## ACTIVITY
Would you copy the records exactly, leaving the pictures out?

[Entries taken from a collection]
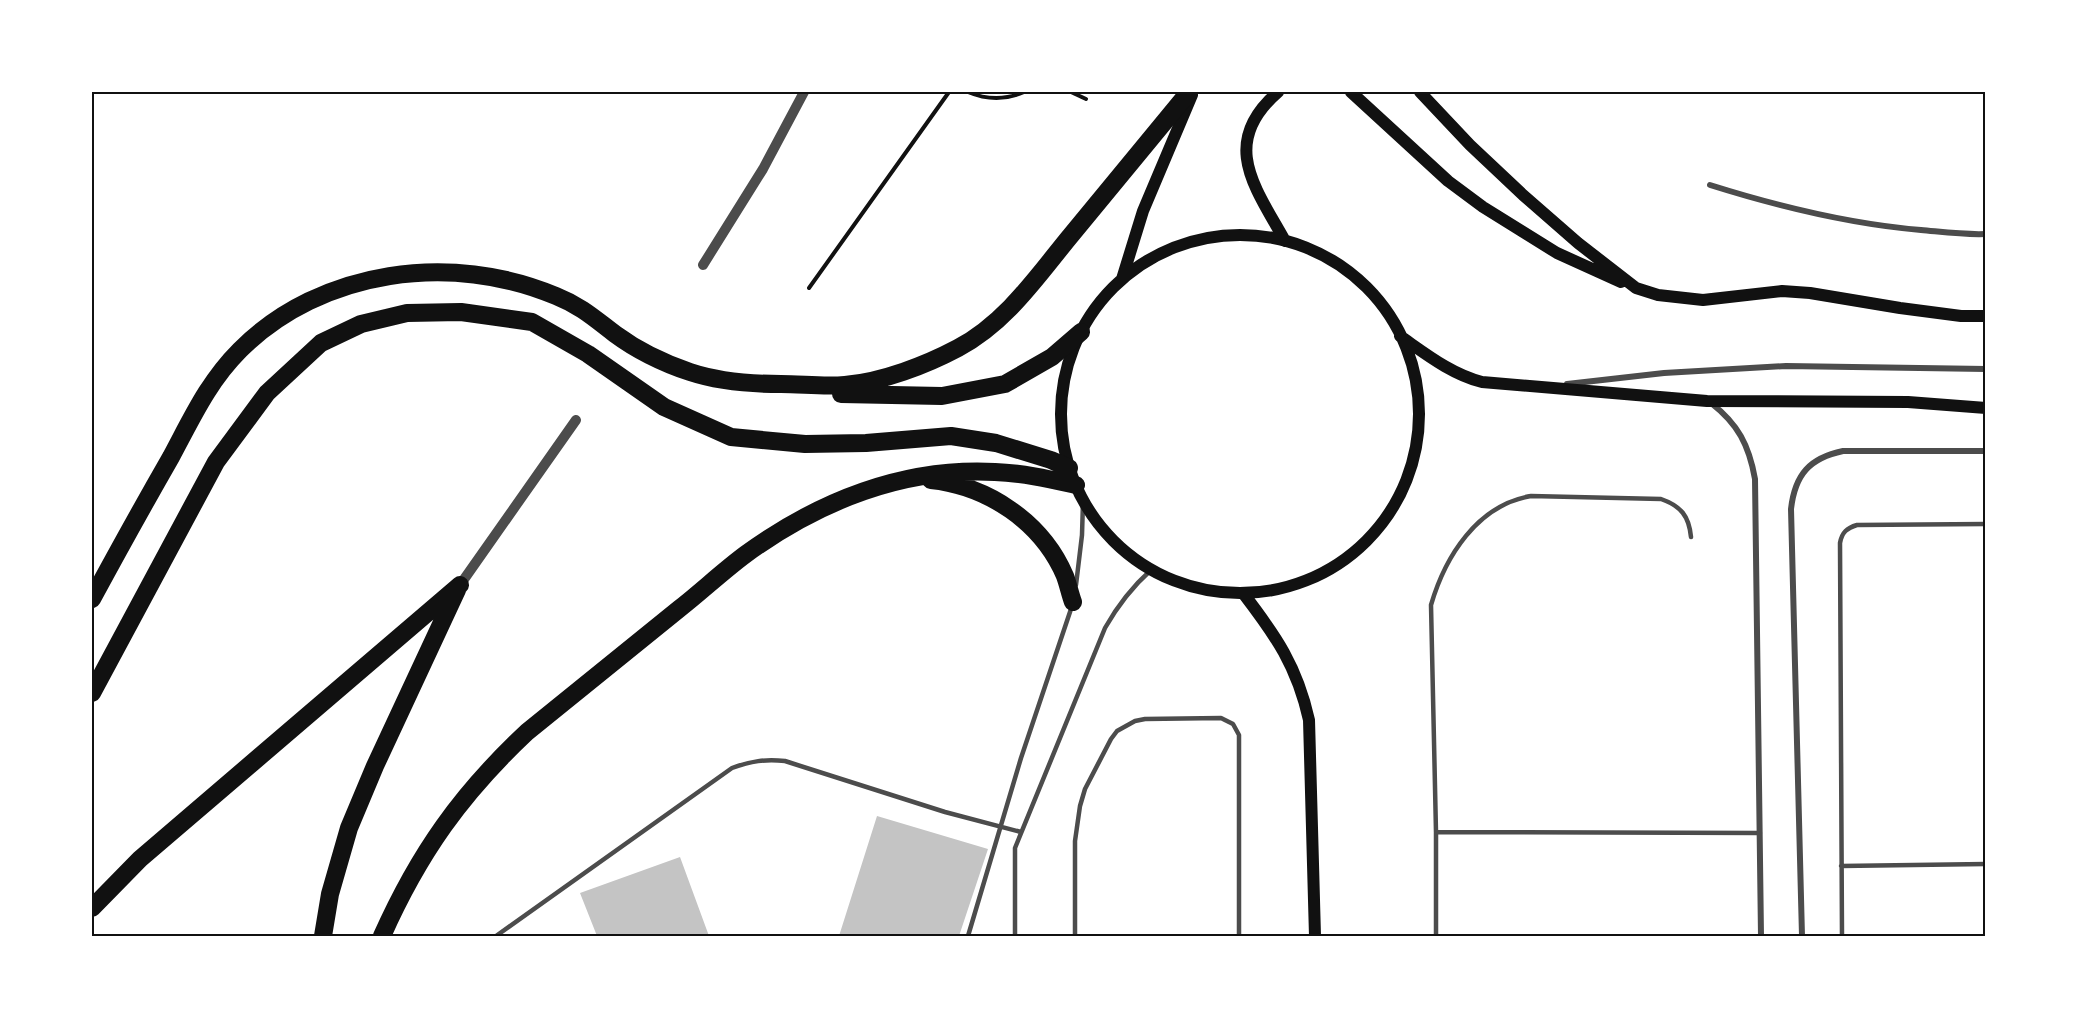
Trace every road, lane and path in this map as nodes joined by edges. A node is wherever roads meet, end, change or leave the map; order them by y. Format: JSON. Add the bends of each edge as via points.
{"nodes":[{"id":1,"x":804,"y":92,"type":"edge"},
{"id":2,"x":949,"y":92,"type":"edge"},
{"id":3,"x":968,"y":92,"type":"edge"},
{"id":4,"x":1024,"y":92,"type":"edge"},
{"id":5,"x":1071,"y":92,"type":"edge"},
{"id":6,"x":1192,"y":92,"type":"edge"},
{"id":7,"x":1278,"y":92,"type":"edge"},
{"id":8,"x":1351,"y":92,"type":"edge"},
{"id":9,"x":1420,"y":92,"type":"edge"},
{"id":10,"x":1086,"y":99,"type":"dead end"},
{"id":11,"x":1710,"y":186,"type":"dead end"},
{"id":12,"x":1986,"y":234,"type":"edge"},
{"id":13,"x":1285,"y":241,"type":"junction"},
{"id":14,"x":703,"y":265,"type":"dead end"},
{"id":15,"x":1122,"y":279,"type":"junction"},
{"id":16,"x":809,"y":288,"type":"dead end"},
{"id":17,"x":1636,"y":288,"type":"junction"},
{"id":18,"x":1986,"y":316,"type":"edge"},
{"id":19,"x":1081,"y":332,"type":"junction"},
{"id":20,"x":1400,"y":336,"type":"junction"},
{"id":21,"x":1986,"y":369,"type":"edge"},
{"id":22,"x":784,"y":384,"type":"junction"},
{"id":23,"x":1544,"y":388,"type":"junction"},
{"id":24,"x":1707,"y":401,"type":"junction"},
{"id":25,"x":1986,"y":408,"type":"edge"},
{"id":26,"x":576,"y":420,"type":"dead end"},
{"id":27,"x":1986,"y":451,"type":"edge"},
{"id":28,"x":908,"y":478,"type":"junction"},
{"id":29,"x":1076,"y":485,"type":"junction"},
{"id":30,"x":1986,"y":524,"type":"edge"},
{"id":31,"x":1691,"y":537,"type":"dead end"},
{"id":32,"x":1151,"y":570,"type":"junction"},
{"id":33,"x":460,"y":585,"type":"junction"},
{"id":34,"x":1243,"y":593,"type":"junction"},
{"id":35,"x":92,"y":599,"type":"edge"},
{"id":36,"x":1073,"y":602,"type":"junction"},
{"id":37,"x":92,"y":693,"type":"edge"},
{"id":38,"x":1000,"y":826,"type":"junction"},
{"id":39,"x":1021,"y":832,"type":"junction"},
{"id":40,"x":1436,"y":832,"type":"junction"},
{"id":41,"x":1760,"y":833,"type":"junction"},
{"id":42,"x":1986,"y":864,"type":"edge"},
{"id":43,"x":1841,"y":866,"type":"junction"},
{"id":44,"x":92,"y":908,"type":"edge"},
{"id":45,"x":323,"y":936,"type":"edge"},
{"id":46,"x":382,"y":936,"type":"edge"},
{"id":47,"x":496,"y":936,"type":"edge"},
{"id":48,"x":968,"y":936,"type":"edge"},
{"id":49,"x":1015,"y":936,"type":"edge"},
{"id":50,"x":1075,"y":936,"type":"edge"},
{"id":51,"x":1239,"y":936,"type":"edge"},
{"id":52,"x":1315,"y":936,"type":"edge"},
{"id":53,"x":1436,"y":936,"type":"edge"},
{"id":54,"x":1761,"y":936,"type":"edge"},
{"id":55,"x":1802,"y":936,"type":"edge"},
{"id":56,"x":1842,"y":936,"type":"edge"}],
"edges":[{"from":1,"to":14,"type":"street","via":[[735,218]]},
{"from":2,"to":16,"type":"path"},
{"from":3,"to":4,"type":"path","via":[[996,99]]},
{"from":5,"to":10,"type":"path"},
{"from":6,"to":15,"type":"main road","via":[[1143,212]]},
{"from":6,"to":22,"type":"highway","via":[[1011,310],[961,347],[905,372],[845,385]]},
{"from":7,"to":13,"type":"main road","via":[[1263,104],[1253,121],[1246,160],[1252,180]]},
{"from":8,"to":17,"type":"main road","via":[[1448,181],[1483,207],[1557,253]]},
{"from":9,"to":17,"type":"main road","via":[[1522,195]]},
{"from":11,"to":12,"type":"street","via":[[1881,227]]},
{"from":13,"to":15,"type":"main road","via":[[1236,235],[1195,241],[1163,252]]},
{"from":13,"to":20,"type":"main road","via":[[1324,257],[1353,276],[1388,314]]},
{"from":15,"to":19,"type":"main road","via":[[1099,303]]},
{"from":17,"to":18,"type":"main road","via":[[1658,295],[1703,300],[1782,291],[1961,316]]},
{"from":19,"to":22,"type":"highway","via":[[1052,357],[1005,384],[942,396],[811,392]]},
{"from":19,"to":29,"type":"main road","via":[[1065,375],[1062,399],[1062,434]]},
{"from":20,"to":23,"type":"main road","via":[[1466,377]]},
{"from":20,"to":34,"type":"main road","via":[[1411,364],[1418,424],[1414,454],[1392,509],[1353,553],[1328,570],[1301,583]]},
{"from":21,"to":23,"type":"street","via":[[1735,368]]},
{"from":22,"to":35,"type":"highway","via":[[723,381],[666,364],[639,350],[591,313],[556,296],[484,275],[408,273],[334,290],[300,305],[269,326],[215,378]]},
{"from":23,"to":24,"type":"main road"},
{"from":24,"to":25,"type":"main road","via":[[1908,402]]},
{"from":24,"to":41,"type":"street","via":[[1728,419],[1745,442],[1755,479]]},
{"from":26,"to":33,"type":"street"},
{"from":27,"to":55,"type":"street","via":[[1827,454],[1800,476],[1793,492]]},
{"from":28,"to":29,"type":"highway","via":[[996,472]]},
{"from":28,"to":36,"type":"highway","via":[[965,487],[1014,512],[1052,552]]},
{"from":28,"to":46,"type":"highway","via":[[825,506],[786,528],[746,555],[527,732],[496,761],[442,826],[409,880]]},
{"from":29,"to":32,"type":"main road","via":[[1094,518],[1113,540]]},
{"from":29,"to":36,"type":"lane","via":[[1082,535]]},
{"from":29,"to":37,"type":"highway","via":[[1051,460],[996,443],[951,436],[815,444],[731,437],[664,407],[588,354],[532,322],[460,312],[407,313],[361,324],[321,343],[267,393],[216,462]]},
{"from":30,"to":43,"type":"lane","via":[[1857,525],[1845,530],[1840,543]]},
{"from":31,"to":40,"type":"lane","via":[[1687,517],[1661,499],[1548,496],[1516,498],[1477,524],[1461,541],[1437,582],[1431,605]]},
{"from":32,"to":34,"type":"main road","via":[[1204,589]]},
{"from":32,"to":39,"type":"lane","via":[[1117,606],[1105,628]]},
{"from":33,"to":44,"type":"highway","via":[[140,859]]},
{"from":33,"to":45,"type":"highway","via":[[349,828],[330,894]]},
{"from":34,"to":52,"type":"main road","via":[[1289,660],[1303,692],[1309,720]]},
{"from":36,"to":38,"type":"lane"},
{"from":38,"to":39,"type":"lane"},
{"from":38,"to":47,"type":"lane","via":[[785,761],[749,761],[732,768]]},
{"from":38,"to":48,"type":"lane"},
{"from":39,"to":49,"type":"lane","via":[[1015,848]]},
{"from":40,"to":41,"type":"lane"},
{"from":40,"to":53,"type":"lane"},
{"from":41,"to":54,"type":"street"},
{"from":42,"to":43,"type":"lane"},
{"from":43,"to":56,"type":"lane"},
{"from":50,"to":51,"type":"lane","via":[[1076,823],[1085,789],[1111,740],[1126,726],[1145,719],[1221,718],[1233,724],[1239,735]]}]}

## RESPONSE BELOW
Trace every road, lane and path in this map as nodes joined by edges. A node is wherever roads meet, end, change or leave the map; order them by y. Format: JSON. Add the bends of each edge as via points.
{"nodes":[{"id":1,"x":804,"y":92,"type":"edge"},
{"id":2,"x":949,"y":92,"type":"edge"},
{"id":3,"x":968,"y":92,"type":"edge"},
{"id":4,"x":1024,"y":92,"type":"edge"},
{"id":5,"x":1071,"y":92,"type":"edge"},
{"id":6,"x":1192,"y":92,"type":"edge"},
{"id":7,"x":1278,"y":92,"type":"edge"},
{"id":8,"x":1351,"y":92,"type":"edge"},
{"id":9,"x":1420,"y":92,"type":"edge"},
{"id":10,"x":1086,"y":99,"type":"dead end"},
{"id":11,"x":1710,"y":186,"type":"dead end"},
{"id":12,"x":1986,"y":234,"type":"edge"},
{"id":13,"x":1285,"y":241,"type":"junction"},
{"id":14,"x":703,"y":265,"type":"dead end"},
{"id":15,"x":1122,"y":279,"type":"junction"},
{"id":16,"x":809,"y":288,"type":"dead end"},
{"id":17,"x":1636,"y":288,"type":"junction"},
{"id":18,"x":1986,"y":316,"type":"edge"},
{"id":19,"x":1081,"y":332,"type":"junction"},
{"id":20,"x":1400,"y":336,"type":"junction"},
{"id":21,"x":1986,"y":369,"type":"edge"},
{"id":22,"x":784,"y":384,"type":"junction"},
{"id":23,"x":1544,"y":388,"type":"junction"},
{"id":24,"x":1707,"y":401,"type":"junction"},
{"id":25,"x":1986,"y":408,"type":"edge"},
{"id":26,"x":576,"y":420,"type":"dead end"},
{"id":27,"x":1986,"y":451,"type":"edge"},
{"id":28,"x":908,"y":478,"type":"junction"},
{"id":29,"x":1076,"y":485,"type":"junction"},
{"id":30,"x":1986,"y":524,"type":"edge"},
{"id":31,"x":1691,"y":537,"type":"dead end"},
{"id":32,"x":1151,"y":570,"type":"junction"},
{"id":33,"x":460,"y":585,"type":"junction"},
{"id":34,"x":1243,"y":593,"type":"junction"},
{"id":35,"x":92,"y":599,"type":"edge"},
{"id":36,"x":1073,"y":602,"type":"junction"},
{"id":37,"x":92,"y":693,"type":"edge"},
{"id":38,"x":1000,"y":826,"type":"junction"},
{"id":39,"x":1021,"y":832,"type":"junction"},
{"id":40,"x":1436,"y":832,"type":"junction"},
{"id":41,"x":1760,"y":833,"type":"junction"},
{"id":42,"x":1986,"y":864,"type":"edge"},
{"id":43,"x":1841,"y":866,"type":"junction"},
{"id":44,"x":92,"y":908,"type":"edge"},
{"id":45,"x":323,"y":936,"type":"edge"},
{"id":46,"x":382,"y":936,"type":"edge"},
{"id":47,"x":496,"y":936,"type":"edge"},
{"id":48,"x":968,"y":936,"type":"edge"},
{"id":49,"x":1015,"y":936,"type":"edge"},
{"id":50,"x":1075,"y":936,"type":"edge"},
{"id":51,"x":1239,"y":936,"type":"edge"},
{"id":52,"x":1315,"y":936,"type":"edge"},
{"id":53,"x":1436,"y":936,"type":"edge"},
{"id":54,"x":1761,"y":936,"type":"edge"},
{"id":55,"x":1802,"y":936,"type":"edge"},
{"id":56,"x":1842,"y":936,"type":"edge"}],
"edges":[{"from":1,"to":14,"type":"street","via":[[735,218]]},
{"from":2,"to":16,"type":"path"},
{"from":3,"to":4,"type":"path","via":[[996,99]]},
{"from":5,"to":10,"type":"path"},
{"from":6,"to":15,"type":"main road","via":[[1143,212]]},
{"from":6,"to":22,"type":"highway","via":[[1011,310],[961,347],[905,372],[845,385]]},
{"from":7,"to":13,"type":"main road","via":[[1263,104],[1253,121],[1246,160],[1252,180]]},
{"from":8,"to":17,"type":"main road","via":[[1448,181],[1483,207],[1557,253]]},
{"from":9,"to":17,"type":"main road","via":[[1522,195]]},
{"from":11,"to":12,"type":"street","via":[[1881,227]]},
{"from":13,"to":15,"type":"main road","via":[[1236,235],[1195,241],[1163,252]]},
{"from":13,"to":20,"type":"main road","via":[[1324,257],[1353,276],[1388,314]]},
{"from":15,"to":19,"type":"main road","via":[[1099,303]]},
{"from":17,"to":18,"type":"main road","via":[[1658,295],[1703,300],[1782,291],[1961,316]]},
{"from":19,"to":22,"type":"highway","via":[[1052,357],[1005,384],[942,396],[811,392]]},
{"from":19,"to":29,"type":"main road","via":[[1065,375],[1062,399],[1062,434]]},
{"from":20,"to":23,"type":"main road","via":[[1466,377]]},
{"from":20,"to":34,"type":"main road","via":[[1411,364],[1418,424],[1414,454],[1392,509],[1353,553],[1328,570],[1301,583]]},
{"from":21,"to":23,"type":"street","via":[[1735,368]]},
{"from":22,"to":35,"type":"highway","via":[[723,381],[666,364],[639,350],[591,313],[556,296],[484,275],[408,273],[334,290],[300,305],[269,326],[215,378]]},
{"from":23,"to":24,"type":"main road"},
{"from":24,"to":25,"type":"main road","via":[[1908,402]]},
{"from":24,"to":41,"type":"street","via":[[1728,419],[1745,442],[1755,479]]},
{"from":26,"to":33,"type":"street"},
{"from":27,"to":55,"type":"street","via":[[1827,454],[1800,476],[1793,492]]},
{"from":28,"to":29,"type":"highway","via":[[996,472]]},
{"from":28,"to":36,"type":"highway","via":[[965,487],[1014,512],[1052,552]]},
{"from":28,"to":46,"type":"highway","via":[[825,506],[786,528],[746,555],[527,732],[496,761],[442,826],[409,880]]},
{"from":29,"to":32,"type":"main road","via":[[1094,518],[1113,540]]},
{"from":29,"to":36,"type":"lane","via":[[1082,535]]},
{"from":29,"to":37,"type":"highway","via":[[1051,460],[996,443],[951,436],[815,444],[731,437],[664,407],[588,354],[532,322],[460,312],[407,313],[361,324],[321,343],[267,393],[216,462]]},
{"from":30,"to":43,"type":"lane","via":[[1857,525],[1845,530],[1840,543]]},
{"from":31,"to":40,"type":"lane","via":[[1687,517],[1661,499],[1548,496],[1516,498],[1477,524],[1461,541],[1437,582],[1431,605]]},
{"from":32,"to":34,"type":"main road","via":[[1204,589]]},
{"from":32,"to":39,"type":"lane","via":[[1117,606],[1105,628]]},
{"from":33,"to":44,"type":"highway","via":[[140,859]]},
{"from":33,"to":45,"type":"highway","via":[[349,828],[330,894]]},
{"from":34,"to":52,"type":"main road","via":[[1289,660],[1303,692],[1309,720]]},
{"from":36,"to":38,"type":"lane"},
{"from":38,"to":39,"type":"lane"},
{"from":38,"to":47,"type":"lane","via":[[785,761],[749,761],[732,768]]},
{"from":38,"to":48,"type":"lane"},
{"from":39,"to":49,"type":"lane","via":[[1015,848]]},
{"from":40,"to":41,"type":"lane"},
{"from":40,"to":53,"type":"lane"},
{"from":41,"to":54,"type":"street"},
{"from":42,"to":43,"type":"lane"},
{"from":43,"to":56,"type":"lane"},
{"from":50,"to":51,"type":"lane","via":[[1076,823],[1085,789],[1111,740],[1126,726],[1145,719],[1221,718],[1233,724],[1239,735]]}]}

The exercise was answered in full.